** Excerpted data follows **

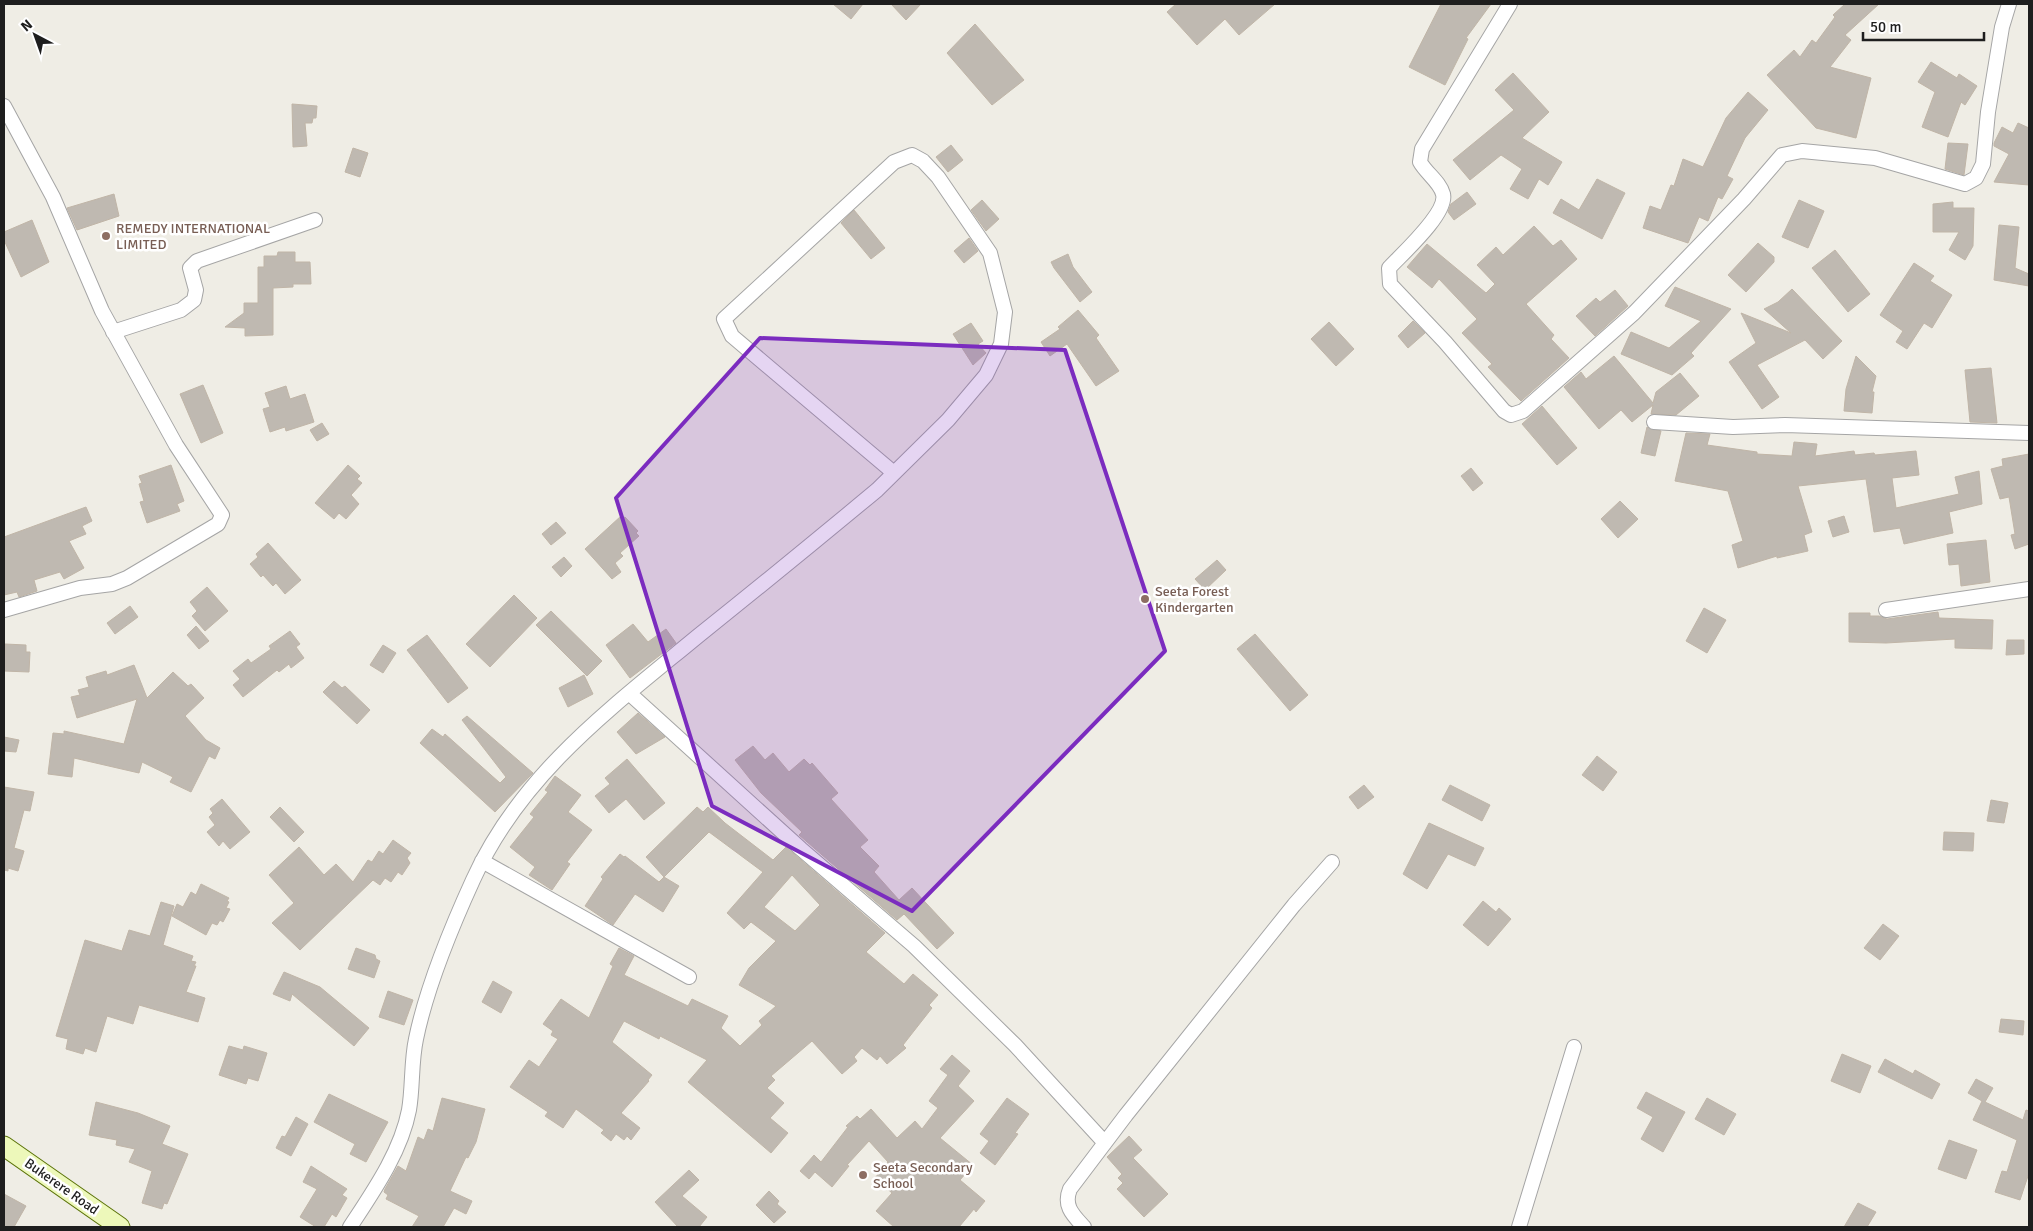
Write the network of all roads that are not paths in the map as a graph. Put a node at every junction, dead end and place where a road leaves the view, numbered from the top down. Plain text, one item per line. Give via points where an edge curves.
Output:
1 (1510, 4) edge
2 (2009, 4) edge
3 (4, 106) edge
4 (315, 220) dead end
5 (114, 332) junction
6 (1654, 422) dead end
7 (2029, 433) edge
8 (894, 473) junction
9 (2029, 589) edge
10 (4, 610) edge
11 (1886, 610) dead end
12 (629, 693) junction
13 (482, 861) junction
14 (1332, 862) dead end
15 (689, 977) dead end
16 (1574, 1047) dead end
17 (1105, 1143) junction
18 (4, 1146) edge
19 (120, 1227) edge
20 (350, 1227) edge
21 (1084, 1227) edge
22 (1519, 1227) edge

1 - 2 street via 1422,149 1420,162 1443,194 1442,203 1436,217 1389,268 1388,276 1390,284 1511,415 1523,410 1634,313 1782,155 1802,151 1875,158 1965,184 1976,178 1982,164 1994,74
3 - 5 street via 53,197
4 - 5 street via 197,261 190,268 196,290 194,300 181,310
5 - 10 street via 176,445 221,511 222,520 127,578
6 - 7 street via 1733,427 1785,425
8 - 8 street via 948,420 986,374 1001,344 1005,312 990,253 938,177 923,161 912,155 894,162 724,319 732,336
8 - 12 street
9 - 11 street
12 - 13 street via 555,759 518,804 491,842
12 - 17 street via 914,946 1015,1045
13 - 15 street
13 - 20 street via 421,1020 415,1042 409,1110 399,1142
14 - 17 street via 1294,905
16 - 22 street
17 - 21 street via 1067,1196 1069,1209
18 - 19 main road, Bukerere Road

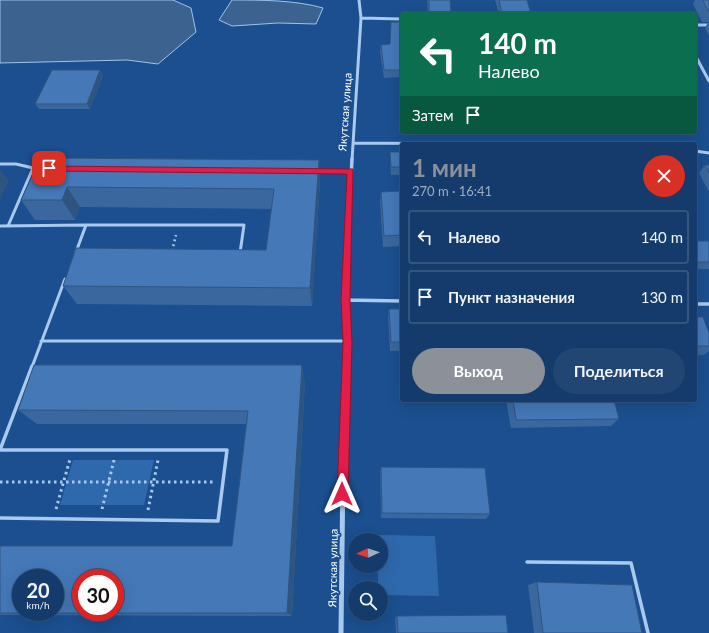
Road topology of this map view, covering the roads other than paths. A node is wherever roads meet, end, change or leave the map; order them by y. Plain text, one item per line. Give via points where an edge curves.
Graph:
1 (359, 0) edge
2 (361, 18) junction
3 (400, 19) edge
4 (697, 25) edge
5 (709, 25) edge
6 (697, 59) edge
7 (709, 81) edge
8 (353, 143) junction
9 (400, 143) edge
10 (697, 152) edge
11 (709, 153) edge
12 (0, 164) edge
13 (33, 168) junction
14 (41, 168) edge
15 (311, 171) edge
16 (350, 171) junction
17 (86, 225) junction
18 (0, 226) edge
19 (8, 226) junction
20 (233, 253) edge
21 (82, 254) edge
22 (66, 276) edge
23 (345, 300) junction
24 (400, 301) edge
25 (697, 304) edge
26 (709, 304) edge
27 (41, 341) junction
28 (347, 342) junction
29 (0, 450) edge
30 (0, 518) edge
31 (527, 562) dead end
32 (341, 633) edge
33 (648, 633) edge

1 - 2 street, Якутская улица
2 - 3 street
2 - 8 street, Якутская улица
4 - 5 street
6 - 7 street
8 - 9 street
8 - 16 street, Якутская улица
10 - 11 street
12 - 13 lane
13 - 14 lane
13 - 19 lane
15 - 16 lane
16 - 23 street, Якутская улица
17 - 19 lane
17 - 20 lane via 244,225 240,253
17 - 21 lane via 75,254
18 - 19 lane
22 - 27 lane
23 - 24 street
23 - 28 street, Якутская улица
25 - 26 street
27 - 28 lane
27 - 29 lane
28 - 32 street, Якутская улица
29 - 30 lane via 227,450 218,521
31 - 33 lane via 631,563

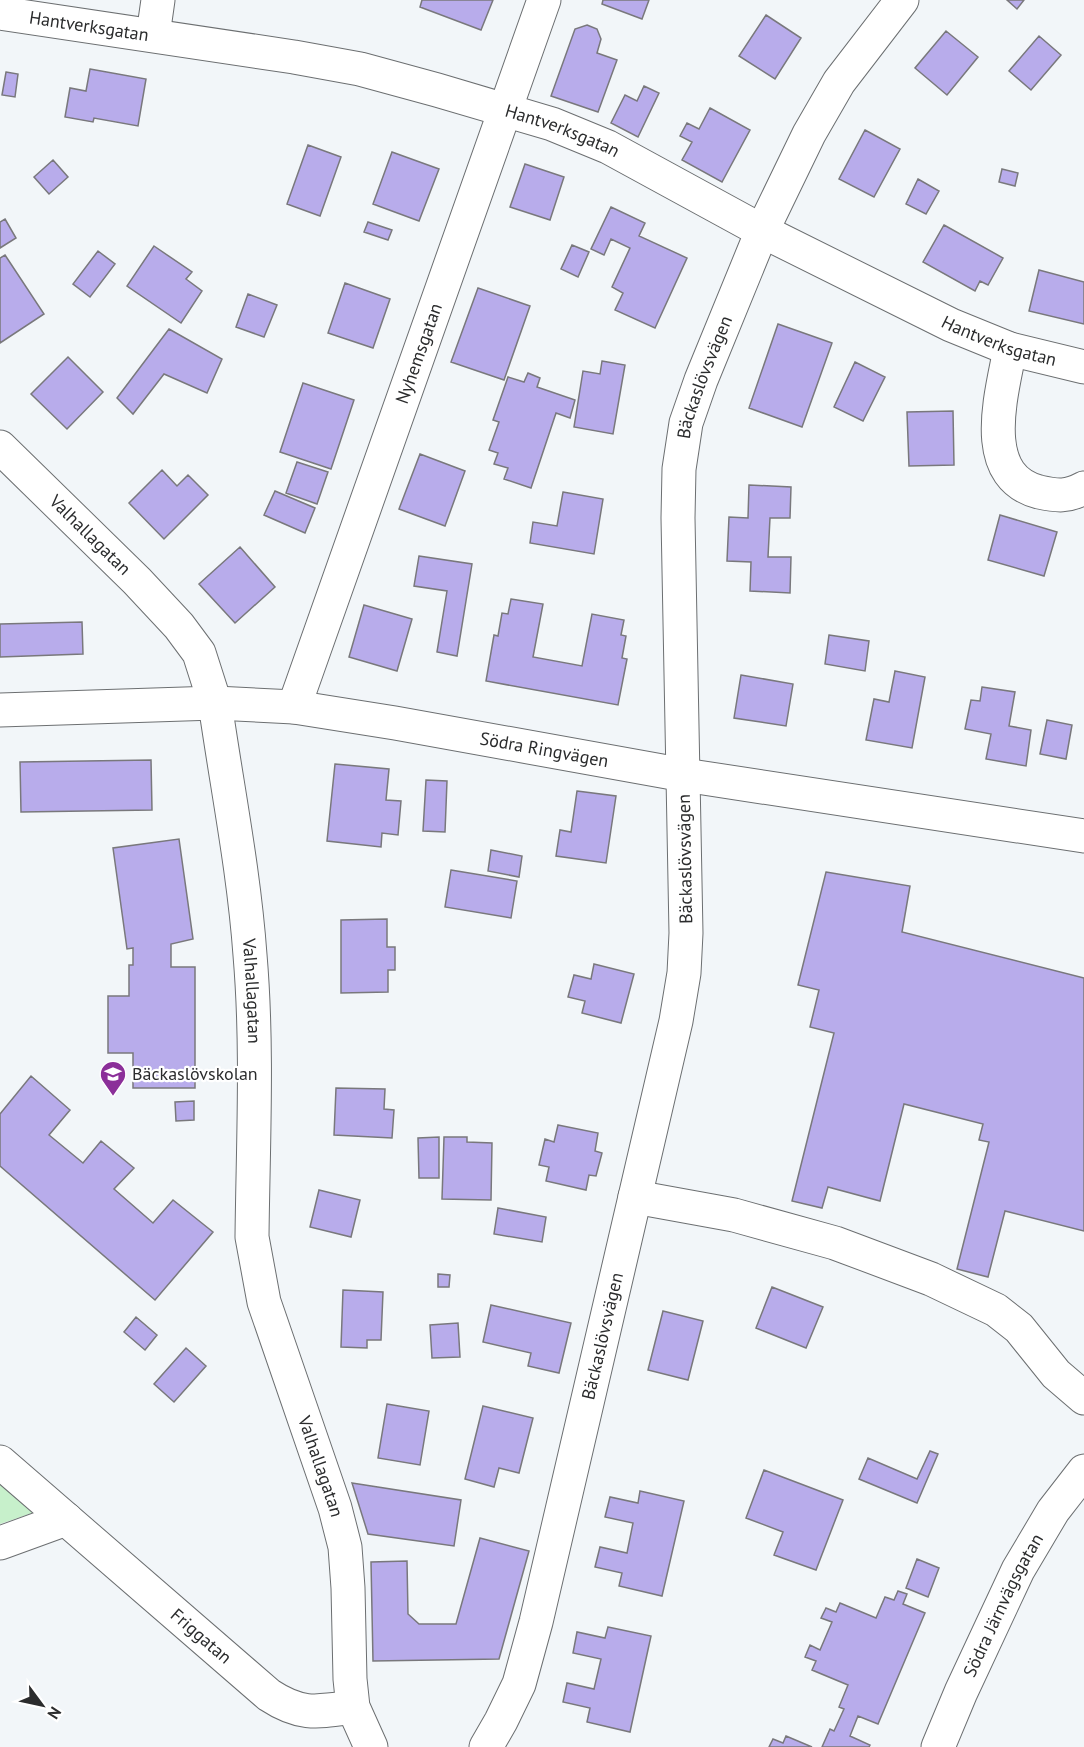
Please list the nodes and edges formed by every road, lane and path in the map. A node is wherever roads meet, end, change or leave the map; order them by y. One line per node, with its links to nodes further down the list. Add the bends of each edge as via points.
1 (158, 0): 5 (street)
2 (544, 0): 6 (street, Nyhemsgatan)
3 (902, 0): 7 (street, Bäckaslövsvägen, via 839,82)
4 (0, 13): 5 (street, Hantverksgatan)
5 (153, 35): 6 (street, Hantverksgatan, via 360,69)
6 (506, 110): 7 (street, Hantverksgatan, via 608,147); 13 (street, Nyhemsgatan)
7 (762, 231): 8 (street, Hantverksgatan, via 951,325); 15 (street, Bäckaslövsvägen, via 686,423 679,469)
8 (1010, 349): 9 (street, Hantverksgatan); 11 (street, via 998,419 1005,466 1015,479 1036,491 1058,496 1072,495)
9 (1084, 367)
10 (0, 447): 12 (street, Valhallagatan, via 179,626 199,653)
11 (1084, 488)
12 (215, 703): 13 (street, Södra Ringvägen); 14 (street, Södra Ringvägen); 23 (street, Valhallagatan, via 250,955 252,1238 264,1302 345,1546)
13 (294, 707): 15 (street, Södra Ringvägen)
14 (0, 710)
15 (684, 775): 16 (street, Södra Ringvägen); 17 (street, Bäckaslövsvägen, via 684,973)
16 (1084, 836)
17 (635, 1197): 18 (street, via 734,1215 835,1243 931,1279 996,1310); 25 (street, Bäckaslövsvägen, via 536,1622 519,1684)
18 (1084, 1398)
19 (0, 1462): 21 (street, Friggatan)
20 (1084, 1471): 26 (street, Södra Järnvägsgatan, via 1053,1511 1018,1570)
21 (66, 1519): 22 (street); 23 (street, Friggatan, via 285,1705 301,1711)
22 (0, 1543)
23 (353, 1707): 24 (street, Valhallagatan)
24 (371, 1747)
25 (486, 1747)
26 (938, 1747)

** End of Excerpted data **

- Your objective
Could you output the listing word for word, omitting every picture?

- Answer for this exercise
Write the network of all roads that are not paths in the map as a graph. Put a node at every junction, dead end and place where a road leaves the view, numbered from the top down. Plain text, one item per line. Give via points where an edge curves.
Output:
1 (1510, 4) edge
2 (2009, 4) edge
3 (4, 106) edge
4 (315, 220) dead end
5 (114, 332) junction
6 (1654, 422) dead end
7 (2029, 433) edge
8 (894, 473) junction
9 (2029, 589) edge
10 (4, 610) edge
11 (1886, 610) dead end
12 (629, 693) junction
13 (482, 861) junction
14 (1332, 862) dead end
15 (689, 977) dead end
16 (1574, 1047) dead end
17 (1105, 1143) junction
18 (4, 1146) edge
19 (120, 1227) edge
20 (350, 1227) edge
21 (1084, 1227) edge
22 (1519, 1227) edge

1 - 2 street via 1422,149 1420,162 1443,194 1442,203 1436,217 1389,268 1388,276 1390,284 1511,415 1523,410 1634,313 1782,155 1802,151 1875,158 1965,184 1976,178 1982,164 1994,74
3 - 5 street via 53,197
4 - 5 street via 197,261 190,268 196,290 194,300 181,310
5 - 10 street via 176,445 221,511 222,520 127,578
6 - 7 street via 1733,427 1785,425
8 - 8 street via 948,420 986,374 1001,344 1005,312 990,253 938,177 923,161 912,155 894,162 724,319 732,336
8 - 12 street
9 - 11 street
12 - 13 street via 555,759 518,804 491,842
12 - 17 street via 914,946 1015,1045
13 - 15 street
13 - 20 street via 421,1020 415,1042 409,1110 399,1142
14 - 17 street via 1294,905
16 - 22 street
17 - 21 street via 1067,1196 1069,1209
18 - 19 main road, Bukerere Road

Road topology of this map view, covering the roads other than paths. A node is wherever roads meet, end, change or leave the map; order them by y. Plain text, one item per line. Give via points where an edge curves.
Graph:
1 (359, 0) edge
2 (361, 18) junction
3 (400, 19) edge
4 (697, 25) edge
5 (709, 25) edge
6 (697, 59) edge
7 (709, 81) edge
8 (353, 143) junction
9 (400, 143) edge
10 (697, 152) edge
11 (709, 153) edge
12 (0, 164) edge
13 (33, 168) junction
14 (41, 168) edge
15 (311, 171) edge
16 (350, 171) junction
17 (86, 225) junction
18 (0, 226) edge
19 (8, 226) junction
20 (233, 253) edge
21 (82, 254) edge
22 (66, 276) edge
23 (345, 300) junction
24 (400, 301) edge
25 (697, 304) edge
26 (709, 304) edge
27 (41, 341) junction
28 (347, 342) junction
29 (0, 450) edge
30 (0, 518) edge
31 (527, 562) dead end
32 (341, 633) edge
33 (648, 633) edge

1 - 2 street, Якутская улица
2 - 3 street
2 - 8 street, Якутская улица
4 - 5 street
6 - 7 street
8 - 9 street
8 - 16 street, Якутская улица
10 - 11 street
12 - 13 lane
13 - 14 lane
13 - 19 lane
15 - 16 lane
16 - 23 street, Якутская улица
17 - 19 lane
17 - 20 lane via 244,225 240,253
17 - 21 lane via 75,254
18 - 19 lane
22 - 27 lane
23 - 24 street
23 - 28 street, Якутская улица
25 - 26 street
27 - 28 lane
27 - 29 lane
28 - 32 street, Якутская улица
29 - 30 lane via 227,450 218,521
31 - 33 lane via 631,563

Please list the nodes and edges formed by every road, lane and path in the map. A node is wherever roads meet, end, change or leave the map; order them by y. One line per node, with its links to nodes further down the list. Add the bends of each edge as via points.
1 (158, 0): 5 (street)
2 (544, 0): 6 (street, Nyhemsgatan)
3 (902, 0): 7 (street, Bäckaslövsvägen, via 839,82)
4 (0, 13): 5 (street, Hantverksgatan)
5 (153, 35): 6 (street, Hantverksgatan, via 360,69)
6 (506, 110): 7 (street, Hantverksgatan, via 608,147); 13 (street, Nyhemsgatan)
7 (762, 231): 8 (street, Hantverksgatan, via 951,325); 15 (street, Bäckaslövsvägen, via 686,423 679,469)
8 (1010, 349): 9 (street, Hantverksgatan); 11 (street, via 998,419 1005,466 1015,479 1036,491 1058,496 1072,495)
9 (1084, 367)
10 (0, 447): 12 (street, Valhallagatan, via 179,626 199,653)
11 (1084, 488)
12 (215, 703): 13 (street, Södra Ringvägen); 14 (street, Södra Ringvägen); 23 (street, Valhallagatan, via 250,955 252,1238 264,1302 345,1546)
13 (294, 707): 15 (street, Södra Ringvägen)
14 (0, 710)
15 (684, 775): 16 (street, Södra Ringvägen); 17 (street, Bäckaslövsvägen, via 684,973)
16 (1084, 836)
17 (635, 1197): 18 (street, via 734,1215 835,1243 931,1279 996,1310); 25 (street, Bäckaslövsvägen, via 536,1622 519,1684)
18 (1084, 1398)
19 (0, 1462): 21 (street, Friggatan)
20 (1084, 1471): 26 (street, Södra Järnvägsgatan, via 1053,1511 1018,1570)
21 (66, 1519): 22 (street); 23 (street, Friggatan, via 285,1705 301,1711)
22 (0, 1543)
23 (353, 1707): 24 (street, Valhallagatan)
24 (371, 1747)
25 (486, 1747)
26 (938, 1747)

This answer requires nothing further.